▶ Task goal
Search the entries below for the word "serif", then copy each line in which it is found.

━━━━━ Entries provided ━━━━━

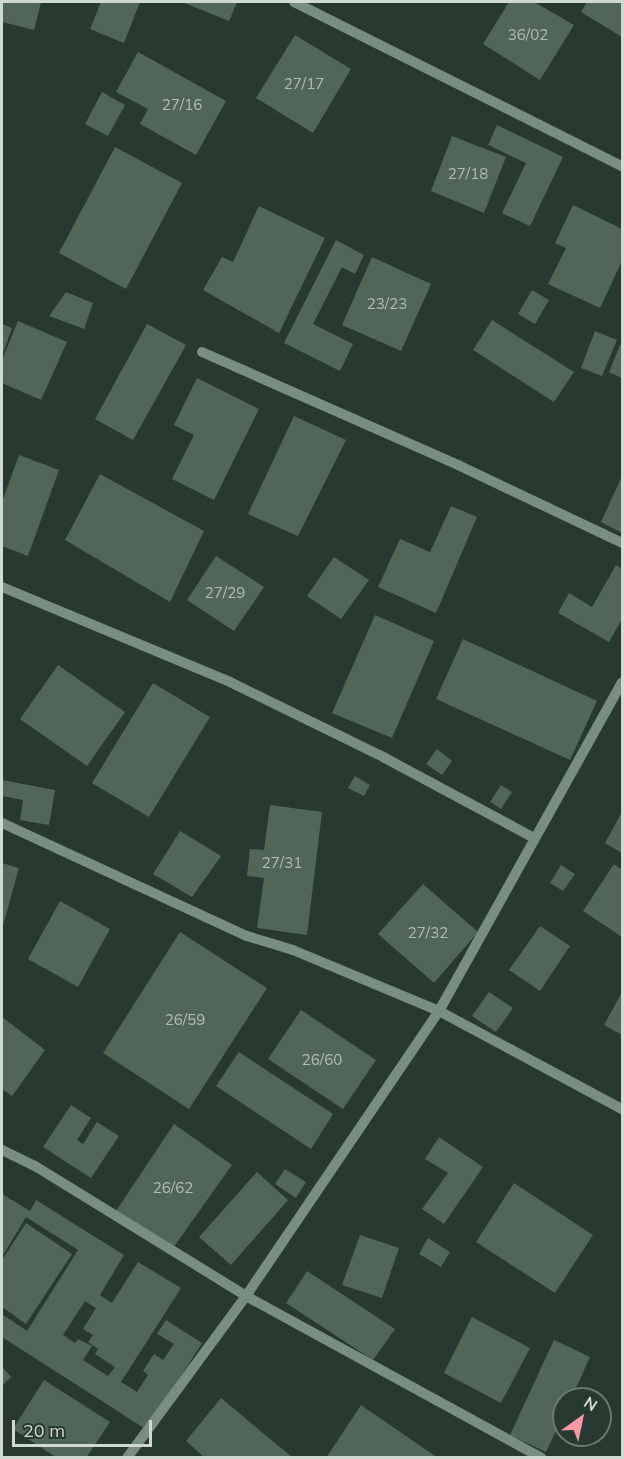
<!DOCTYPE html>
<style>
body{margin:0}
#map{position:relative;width:624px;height:1459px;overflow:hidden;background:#273930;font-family:Mulish,sans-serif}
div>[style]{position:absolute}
.building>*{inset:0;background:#52655b}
.minor>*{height:10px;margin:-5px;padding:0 5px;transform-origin:5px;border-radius:5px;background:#798d83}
span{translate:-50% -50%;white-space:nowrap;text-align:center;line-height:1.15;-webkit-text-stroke:6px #273930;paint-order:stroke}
.number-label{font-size:15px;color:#b0bdb6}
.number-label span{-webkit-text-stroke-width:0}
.frame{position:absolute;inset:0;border:3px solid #cfdad4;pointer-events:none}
.north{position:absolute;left:552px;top:1387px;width:60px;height:60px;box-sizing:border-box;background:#273930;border:2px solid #6a7972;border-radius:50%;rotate:33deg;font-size:16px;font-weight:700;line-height:24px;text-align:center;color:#cfdad4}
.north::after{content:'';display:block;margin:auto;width:21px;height:27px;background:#f49aa5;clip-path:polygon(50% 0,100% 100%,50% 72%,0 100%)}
.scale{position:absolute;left:12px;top:1420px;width:140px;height:27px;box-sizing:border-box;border:3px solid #cfdad4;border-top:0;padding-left:8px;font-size:18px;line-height:21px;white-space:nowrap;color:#cfdad4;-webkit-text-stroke:4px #273930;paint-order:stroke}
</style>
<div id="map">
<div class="building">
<div style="clip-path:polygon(2px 2px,41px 2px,34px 30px,2px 22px)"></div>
<div style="clip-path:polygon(101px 2px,140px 2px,124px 43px,90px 29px)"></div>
<div style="clip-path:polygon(182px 2px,237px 2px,229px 21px)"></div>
<div style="clip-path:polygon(509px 2px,534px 2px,574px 25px,540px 80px,483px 44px)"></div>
<div style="clip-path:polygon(587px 2px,622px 2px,622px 37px,581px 12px)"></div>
<div style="clip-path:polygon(295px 35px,351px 69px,313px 133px,256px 98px)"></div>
<div style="clip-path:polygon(138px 52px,226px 101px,196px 155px,140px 124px,148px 109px,116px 92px)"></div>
<div style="clip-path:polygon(102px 92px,125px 105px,108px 136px,85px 124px)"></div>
<div style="clip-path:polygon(497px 125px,563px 157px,530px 226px,502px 213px,526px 163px,488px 145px)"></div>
<div style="clip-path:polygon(452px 136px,506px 157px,484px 213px,431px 191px)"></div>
<div style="clip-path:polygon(115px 147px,182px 183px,126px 289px,59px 253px)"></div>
<div style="clip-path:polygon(573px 205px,622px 229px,622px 261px,600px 308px,548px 284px,566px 248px,555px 243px)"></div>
<div style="clip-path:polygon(259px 206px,325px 238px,279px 333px,203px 290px,222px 257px,233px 262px)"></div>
<div style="clip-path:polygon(336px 240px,364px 255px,355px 274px,342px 267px,313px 324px,353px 344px,340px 371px,284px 343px)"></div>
<div style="clip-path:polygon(372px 257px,431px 284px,401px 351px,342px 325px)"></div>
<div style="clip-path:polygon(532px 290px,549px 300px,535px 324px,518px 314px)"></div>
<div style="clip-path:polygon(66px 292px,93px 303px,84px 329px,49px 316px)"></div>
<div style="clip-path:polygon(492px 320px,574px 372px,554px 402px,473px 350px)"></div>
<div style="clip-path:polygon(18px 321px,67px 342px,41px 400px,2px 383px,2px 360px)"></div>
<div style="clip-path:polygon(2px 324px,12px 328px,2px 356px)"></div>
<div style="clip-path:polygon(147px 324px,186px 345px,133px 440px,95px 419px)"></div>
<div style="clip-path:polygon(595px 331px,617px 340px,602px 376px,581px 368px)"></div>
<div style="clip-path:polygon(620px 345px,622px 346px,622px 378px,609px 372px)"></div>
<div style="clip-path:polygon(197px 378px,259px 409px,214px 500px,172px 479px,194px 435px,174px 425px)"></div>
<div style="clip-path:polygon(294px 416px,346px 440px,298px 536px,248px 514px)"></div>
<div style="clip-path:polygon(19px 455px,59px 470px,28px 556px,2px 546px,2px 502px)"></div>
<div style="clip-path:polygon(100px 474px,204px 531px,170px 602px,65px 540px)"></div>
<div style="clip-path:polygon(622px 476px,622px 533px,601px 522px)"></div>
<div style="clip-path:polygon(451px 506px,477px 517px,436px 613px,378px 587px,400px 539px,430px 552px)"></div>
<div style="clip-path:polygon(216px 556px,264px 587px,234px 631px,187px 600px)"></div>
<div style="clip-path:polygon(334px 557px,369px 580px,341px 619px,307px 596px)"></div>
<div style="clip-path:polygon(616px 565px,622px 569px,622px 619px,609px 642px,558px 613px,569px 593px,592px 607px)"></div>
<div style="clip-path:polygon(375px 615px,434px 641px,392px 738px,332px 713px)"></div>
<div style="clip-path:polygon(463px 639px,597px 701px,570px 760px,436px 699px)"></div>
<div style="clip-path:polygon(58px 665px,125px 712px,87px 766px,20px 719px)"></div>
<div style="clip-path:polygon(153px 683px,210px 717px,149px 817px,92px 783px)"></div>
<div style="clip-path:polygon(437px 749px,452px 761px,442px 775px,426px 764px)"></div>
<div style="clip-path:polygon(355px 776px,370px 785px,364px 796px,348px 788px)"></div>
<div style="clip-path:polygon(2px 780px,55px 790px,49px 825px,20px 820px,23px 800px,2px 796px)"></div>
<div style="clip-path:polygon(501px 785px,512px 792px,501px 809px,490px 802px)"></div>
<div style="clip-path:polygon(270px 805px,322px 812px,307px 935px,257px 928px,264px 878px,247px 876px,250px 849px,264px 850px)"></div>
<div style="clip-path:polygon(622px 812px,622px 853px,605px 843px)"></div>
<div style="clip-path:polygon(180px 831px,221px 856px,192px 897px,153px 874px)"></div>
<div style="clip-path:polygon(2px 863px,19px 868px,2px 929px)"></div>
<div style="clip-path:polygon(614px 864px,622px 870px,622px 937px,583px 911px)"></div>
<div style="clip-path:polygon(561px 865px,575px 874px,563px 891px,550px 883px)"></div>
<div style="clip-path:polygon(423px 884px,478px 932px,434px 983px,378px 934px)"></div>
<div style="clip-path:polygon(60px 901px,110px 929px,78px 987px,28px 959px)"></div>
<div style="clip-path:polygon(540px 926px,570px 946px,540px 991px,509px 970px)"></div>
<div style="clip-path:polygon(180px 932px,267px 988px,189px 1109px,103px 1053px)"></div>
<div style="clip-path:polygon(489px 992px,513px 1008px,496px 1032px,472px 1016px)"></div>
<div style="clip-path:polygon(622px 992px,622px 1035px,604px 1025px)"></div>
<div style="clip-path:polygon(301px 1010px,376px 1060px,343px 1109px,268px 1059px)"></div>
<div style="clip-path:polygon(2px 1017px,45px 1050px,12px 1096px,2px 1089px)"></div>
<div style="clip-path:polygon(239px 1052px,333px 1114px,311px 1149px,216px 1086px)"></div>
<div style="clip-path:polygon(71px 1105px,91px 1118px,77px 1140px,83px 1144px,97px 1122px,119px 1136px,91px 1178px,43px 1147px)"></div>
<div style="clip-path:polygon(174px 1124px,232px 1165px,173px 1248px,116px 1211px)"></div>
<div style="clip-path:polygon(439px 1137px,483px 1167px,444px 1224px,422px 1209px,448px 1173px,425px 1159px)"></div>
<div style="clip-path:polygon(285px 1169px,306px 1182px,296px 1198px,275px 1184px)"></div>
<div style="clip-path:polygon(257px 1172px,288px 1200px,231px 1265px,199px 1237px)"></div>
<div style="clip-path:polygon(514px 1183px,593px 1235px,555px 1293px,476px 1242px)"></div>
<div style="clip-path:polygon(evenodd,2px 1194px,30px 1211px,36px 1200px,124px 1255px,100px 1295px,112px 1303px,138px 1262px,181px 1288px,121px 1382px,137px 1392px,148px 1375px,143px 1371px,154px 1354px,163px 1360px,174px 1344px,157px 1334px,166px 1320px,202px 1343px,147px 1430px,2px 1337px,2px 1314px,27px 1331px,78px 1250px,26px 1217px,2px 1257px,2px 1194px,85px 1301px,96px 1308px,83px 1329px,93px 1335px,88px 1342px,98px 1349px,95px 1354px,115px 1367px,108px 1376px,83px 1360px,92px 1346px,78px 1339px,75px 1343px,63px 1335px,85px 1301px)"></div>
<div style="clip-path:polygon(26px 1223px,72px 1254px,26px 1324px,2px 1307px,2px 1260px)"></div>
<div style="clip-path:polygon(360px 1235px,399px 1248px,382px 1298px,342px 1285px)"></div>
<div style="clip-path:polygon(428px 1238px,450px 1252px,441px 1267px,419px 1254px)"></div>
<div style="clip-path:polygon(307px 1271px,395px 1329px,373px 1360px,286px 1303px)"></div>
<div style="clip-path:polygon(472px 1317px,530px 1348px,501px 1403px,444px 1373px)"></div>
<div style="clip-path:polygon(554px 1340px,590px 1357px,571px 1399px,564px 1399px,564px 1414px,546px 1452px,510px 1435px)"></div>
<div style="clip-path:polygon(2px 1367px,11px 1377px,2px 1386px)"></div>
<div style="clip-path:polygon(44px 1380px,110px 1422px,86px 1458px,57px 1458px,13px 1429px)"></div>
<div style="clip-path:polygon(221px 1398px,293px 1458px,205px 1458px,186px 1441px)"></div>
<div style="clip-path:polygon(361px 1405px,438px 1458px,326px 1458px)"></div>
</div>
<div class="minor">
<div style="left:294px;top:2px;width:367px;rotate:26.6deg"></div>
<div style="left:202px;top:352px;width:280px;rotate:23.8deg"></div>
<div style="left:458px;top:465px;width:182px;rotate:25.4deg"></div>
<div style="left:2px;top:587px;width:247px;rotate:22.6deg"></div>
<div style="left:230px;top:682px;width:173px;rotate:26.1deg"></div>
<div style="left:385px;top:758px;width:169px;rotate:28.2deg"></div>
<div style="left:2px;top:823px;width:270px;rotate:24.8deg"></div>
<div style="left:247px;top:936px;width:48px;rotate:16.9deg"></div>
<div style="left:293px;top:950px;width:158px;rotate:22.7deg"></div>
<div style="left:439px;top:1011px;width:208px;rotate:28.2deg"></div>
<div style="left:2px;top:1150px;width:37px;rotate:26deg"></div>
<div style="left:35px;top:1166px;width:248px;rotate:31.6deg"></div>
<div style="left:246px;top:1296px;width:337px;rotate:28.7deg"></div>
<div style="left:127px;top:1458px;width:201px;rotate:-53.7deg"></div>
<div style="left:246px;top:1296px;width:344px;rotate:-55.9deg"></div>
<div style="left:439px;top:1011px;width:376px;rotate:-60.9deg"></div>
</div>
<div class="number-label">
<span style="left:528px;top:35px">36/02</span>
<span style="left:304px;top:84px">27/17</span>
<span style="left:182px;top:105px">27/16</span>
<span style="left:468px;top:174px">27/18</span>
<span style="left:387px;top:304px">23/23</span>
<span style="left:225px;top:593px">27/29</span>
<span style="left:282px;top:863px">27/31</span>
<span style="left:428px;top:933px">27/32</span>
<span style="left:185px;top:1020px">26/59</span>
<span style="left:322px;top:1060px">26/60</span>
<span style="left:173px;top:1188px">26/62</span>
</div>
<div class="frame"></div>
<div class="north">N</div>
<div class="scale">20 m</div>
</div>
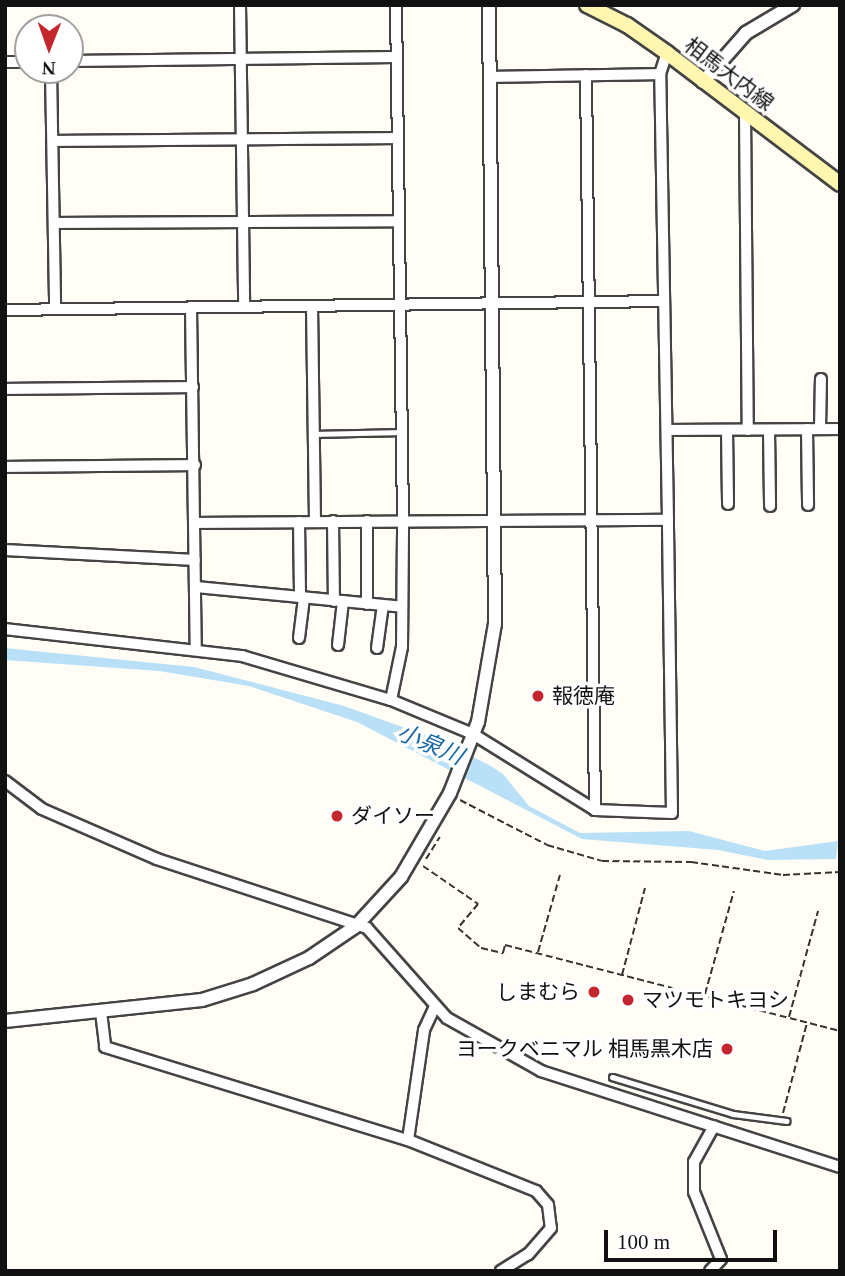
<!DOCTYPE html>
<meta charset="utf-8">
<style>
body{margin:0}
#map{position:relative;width:845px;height:1276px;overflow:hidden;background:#fffdf5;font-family:"Times New Roman","Noto Sans JP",serif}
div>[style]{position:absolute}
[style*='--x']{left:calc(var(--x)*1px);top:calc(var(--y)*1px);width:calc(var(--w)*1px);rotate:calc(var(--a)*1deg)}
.water>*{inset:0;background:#b9e0f7}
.path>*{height:2px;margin-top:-1px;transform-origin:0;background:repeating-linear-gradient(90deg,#333 0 7px,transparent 0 10.5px)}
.roads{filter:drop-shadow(2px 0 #444) drop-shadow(-2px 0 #444) drop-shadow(0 2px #444) drop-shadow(0 -2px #444)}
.service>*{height:5px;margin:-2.5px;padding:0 2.5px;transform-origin:2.5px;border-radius:2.5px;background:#fff}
.minor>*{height:10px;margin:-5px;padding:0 5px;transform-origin:5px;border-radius:5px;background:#fff}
.tertiary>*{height:12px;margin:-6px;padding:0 6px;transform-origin:6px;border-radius:6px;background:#fff}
.secondary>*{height:14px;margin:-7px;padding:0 7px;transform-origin:7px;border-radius:7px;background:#fff6b0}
.dots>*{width:19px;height:19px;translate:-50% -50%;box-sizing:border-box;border:4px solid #fff;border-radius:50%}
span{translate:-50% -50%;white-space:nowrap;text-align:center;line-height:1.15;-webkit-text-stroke:7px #fff;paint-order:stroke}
.street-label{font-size:21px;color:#111}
.poi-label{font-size:21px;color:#111}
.left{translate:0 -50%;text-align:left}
.right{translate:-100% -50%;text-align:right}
.water-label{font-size:23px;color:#1768a6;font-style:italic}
.frame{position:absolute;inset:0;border:7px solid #111;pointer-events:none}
.north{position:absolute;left:14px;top:14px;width:70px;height:70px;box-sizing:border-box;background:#fff;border:2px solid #a0a0a0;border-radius:50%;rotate:181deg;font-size:19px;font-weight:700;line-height:28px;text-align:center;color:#111}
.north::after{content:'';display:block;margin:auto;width:24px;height:32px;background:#c4262e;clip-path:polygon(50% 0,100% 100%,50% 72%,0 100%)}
.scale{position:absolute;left:604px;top:1230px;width:173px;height:32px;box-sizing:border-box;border:4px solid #111;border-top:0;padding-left:9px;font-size:21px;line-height:24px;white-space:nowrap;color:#111;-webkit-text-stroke:5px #fff;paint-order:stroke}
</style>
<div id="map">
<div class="water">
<div style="clip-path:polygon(5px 648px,194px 667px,344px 706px,444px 742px,489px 765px,503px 774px,529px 806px,580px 833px,689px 831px,765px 851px,838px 841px,836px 859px,768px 860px,718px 850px,582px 839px,357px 722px,249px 686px,159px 671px,5px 660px)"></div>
</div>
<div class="path">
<div style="--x:460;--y:800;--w:98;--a:27.3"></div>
<div style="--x:547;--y:845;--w:57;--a:16.2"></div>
<div style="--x:602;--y:861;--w:89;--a:0.6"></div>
<div style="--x:691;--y:862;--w:93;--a:8"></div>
<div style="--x:783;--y:875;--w:57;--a:-3"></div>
<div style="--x:426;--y:859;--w:26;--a:-58"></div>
<div style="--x:423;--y:866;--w:67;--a:34.6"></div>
<div style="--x:478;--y:904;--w:31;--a:130"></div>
<div style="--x:458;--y:928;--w:30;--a:41"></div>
<div style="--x:481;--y:948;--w:23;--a:13"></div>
<div style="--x:503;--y:953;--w:8;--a:-76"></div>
<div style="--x:505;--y:945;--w:346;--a:14.4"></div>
<div style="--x:538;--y:952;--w:80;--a:-74.1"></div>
<div style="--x:622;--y:975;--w:90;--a:-75.2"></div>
<div style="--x:705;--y:994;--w:107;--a:-74.3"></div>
<div style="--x:789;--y:1017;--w:110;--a:-74.7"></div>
<div style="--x:783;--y:1113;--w:93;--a:-75.1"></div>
</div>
<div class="roads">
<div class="service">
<div style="--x:314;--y:434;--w:88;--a:-1.3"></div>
<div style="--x:612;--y:1077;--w:127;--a:17"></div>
<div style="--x:733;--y:1114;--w:54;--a:7.4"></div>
</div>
<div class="minor">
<div style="--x:240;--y:5;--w:302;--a:89.2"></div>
<div style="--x:70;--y:61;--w:326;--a:-0.7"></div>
<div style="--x:5;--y:62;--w:23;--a:0"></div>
<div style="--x:51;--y:70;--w:239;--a:89"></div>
<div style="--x:586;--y:75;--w:735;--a:89.3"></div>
<div style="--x:491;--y:77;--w:169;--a:-1"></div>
<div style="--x:745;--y:112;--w:318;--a:89.5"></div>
<div style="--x:53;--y:141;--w:344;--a:-0.5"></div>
<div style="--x:54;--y:223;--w:344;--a:-0.3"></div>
<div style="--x:312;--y:306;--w:215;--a:89.2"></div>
<div style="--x:191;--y:308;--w:340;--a:89.2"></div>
<div style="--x:5;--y:310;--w:659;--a:-0.78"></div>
<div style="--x:5;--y:389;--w:188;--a:-0.6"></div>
<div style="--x:807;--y:429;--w:76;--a:89.2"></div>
<div style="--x:820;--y:429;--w:50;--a:-88.9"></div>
<div style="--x:668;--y:430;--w:172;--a:-0.3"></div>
<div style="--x:727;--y:430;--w:74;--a:89.2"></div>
<div style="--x:769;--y:430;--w:76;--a:89.2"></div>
<div style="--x:5;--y:467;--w:190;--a:-0.6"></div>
<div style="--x:333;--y:521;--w:80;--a:89.3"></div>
<div style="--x:367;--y:521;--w:83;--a:90"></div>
<div style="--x:299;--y:522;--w:75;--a:89.2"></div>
<div style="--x:195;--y:523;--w:473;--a:-0.4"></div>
<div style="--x:668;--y:520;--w:446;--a:-91"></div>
<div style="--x:660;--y:74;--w:22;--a:-72"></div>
<div style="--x:5;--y:550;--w:190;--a:3"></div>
<div style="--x:196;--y:587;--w:207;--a:5.5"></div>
<div style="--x:5;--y:629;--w:239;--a:6.5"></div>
<div style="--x:242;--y:656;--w:155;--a:16.5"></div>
<div style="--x:391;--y:700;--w:89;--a:22.5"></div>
<div style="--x:473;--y:734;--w:144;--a:31.9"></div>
<div style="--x:595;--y:810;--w:77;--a:2.2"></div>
<div style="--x:672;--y:813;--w:293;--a:-90.8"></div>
<div style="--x:299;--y:638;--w:40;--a:-82.9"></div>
<div style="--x:338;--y:645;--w:44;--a:-83.5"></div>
<div style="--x:377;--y:648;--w:43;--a:-82.1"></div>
<div style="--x:391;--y:700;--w:54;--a:-78.3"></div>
<div style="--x:402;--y:647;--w:127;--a:-89.5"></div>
<div style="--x:403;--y:520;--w:515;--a:-90.78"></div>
<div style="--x:5;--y:781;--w:46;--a:37.1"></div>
<div style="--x:42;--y:809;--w:125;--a:23.5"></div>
<div style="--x:157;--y:859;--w:221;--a:18.2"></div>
<div style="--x:367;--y:928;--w:120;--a:48.4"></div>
<div style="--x:447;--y:1018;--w:108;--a:29.4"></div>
<div style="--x:541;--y:1071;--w:314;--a:17.8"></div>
<div style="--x:101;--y:1012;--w:35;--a:83"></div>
<div style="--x:105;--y:1047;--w:317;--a:17.1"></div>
<div style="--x:408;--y:1140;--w:138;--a:21.7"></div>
<div style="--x:536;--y:1191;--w:18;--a:49"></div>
<div style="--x:548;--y:1205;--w:23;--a:83"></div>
<div style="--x:551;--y:1228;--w:35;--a:131"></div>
<div style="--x:528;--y:1254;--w:32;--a:148"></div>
<div style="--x:408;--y:1140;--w:111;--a:-81.7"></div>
<div style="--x:424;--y:1030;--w:26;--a:-65"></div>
<div style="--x:710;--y:1271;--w:16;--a:-47"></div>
<div style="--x:721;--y:1259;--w:72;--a:-111.9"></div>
<div style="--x:694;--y:1192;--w:30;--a:-90"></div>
<div style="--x:694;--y:1162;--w:41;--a:-60.9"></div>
</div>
<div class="tertiary">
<div style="--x:703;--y:82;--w:65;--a:-48.7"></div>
<div style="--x:746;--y:33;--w:55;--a:-30.8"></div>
<div style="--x:5;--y:1021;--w:198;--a:-6.1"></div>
<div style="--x:202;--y:1000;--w:53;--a:-17.4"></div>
<div style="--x:253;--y:984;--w:62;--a:-24.9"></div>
<div style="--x:309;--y:958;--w:57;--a:-34.2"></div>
<div style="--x:356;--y:926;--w:67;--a:-47.4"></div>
<div style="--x:401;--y:877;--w:97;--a:-59.7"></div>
<div style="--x:450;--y:793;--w:76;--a:-68.5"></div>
<div style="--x:478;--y:722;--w:99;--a:-80.2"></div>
<div style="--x:495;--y:624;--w:619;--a:-90.56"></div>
</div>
<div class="secondary">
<div style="--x:587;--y:5;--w:45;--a:26.6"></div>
<div style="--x:627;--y:25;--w:49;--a:35"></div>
<div style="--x:667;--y:53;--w:217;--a:37.1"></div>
</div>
</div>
<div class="dots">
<div style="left:538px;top:696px;background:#c4262e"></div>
<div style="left:337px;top:816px;background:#c4262e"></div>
<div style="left:594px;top:992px;background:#c4262e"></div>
<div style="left:628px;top:1000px;background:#c4262e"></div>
<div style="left:727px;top:1049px;background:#c4262e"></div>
</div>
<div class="street-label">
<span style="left:729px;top:74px;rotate:37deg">相馬大内線</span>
</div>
<div class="poi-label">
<span class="left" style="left:552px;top:696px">報徳庵</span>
<span class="left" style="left:351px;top:816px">ダイソー</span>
<span class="right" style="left:580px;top:992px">しまむら</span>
<span class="left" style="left:642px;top:1000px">マツモトキヨシ</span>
<span class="right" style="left:713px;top:1049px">ヨークベニマル 相馬黒木店</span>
</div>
<div class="water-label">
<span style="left:430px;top:745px;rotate:23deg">小泉川</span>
</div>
<div class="frame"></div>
<div class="north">N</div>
<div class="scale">100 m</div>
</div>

━━━━━

▶ Output of the exercise
#map{position:relative;width:624px;height:1459px;overflow:hidden;background:#273930;font-family:Mulish,sans-serif}
#map{position:relative;width:845px;height:1276px;overflow:hidden;background:#fffdf5;font-family:"Times New Roman","Noto Sans JP",serif}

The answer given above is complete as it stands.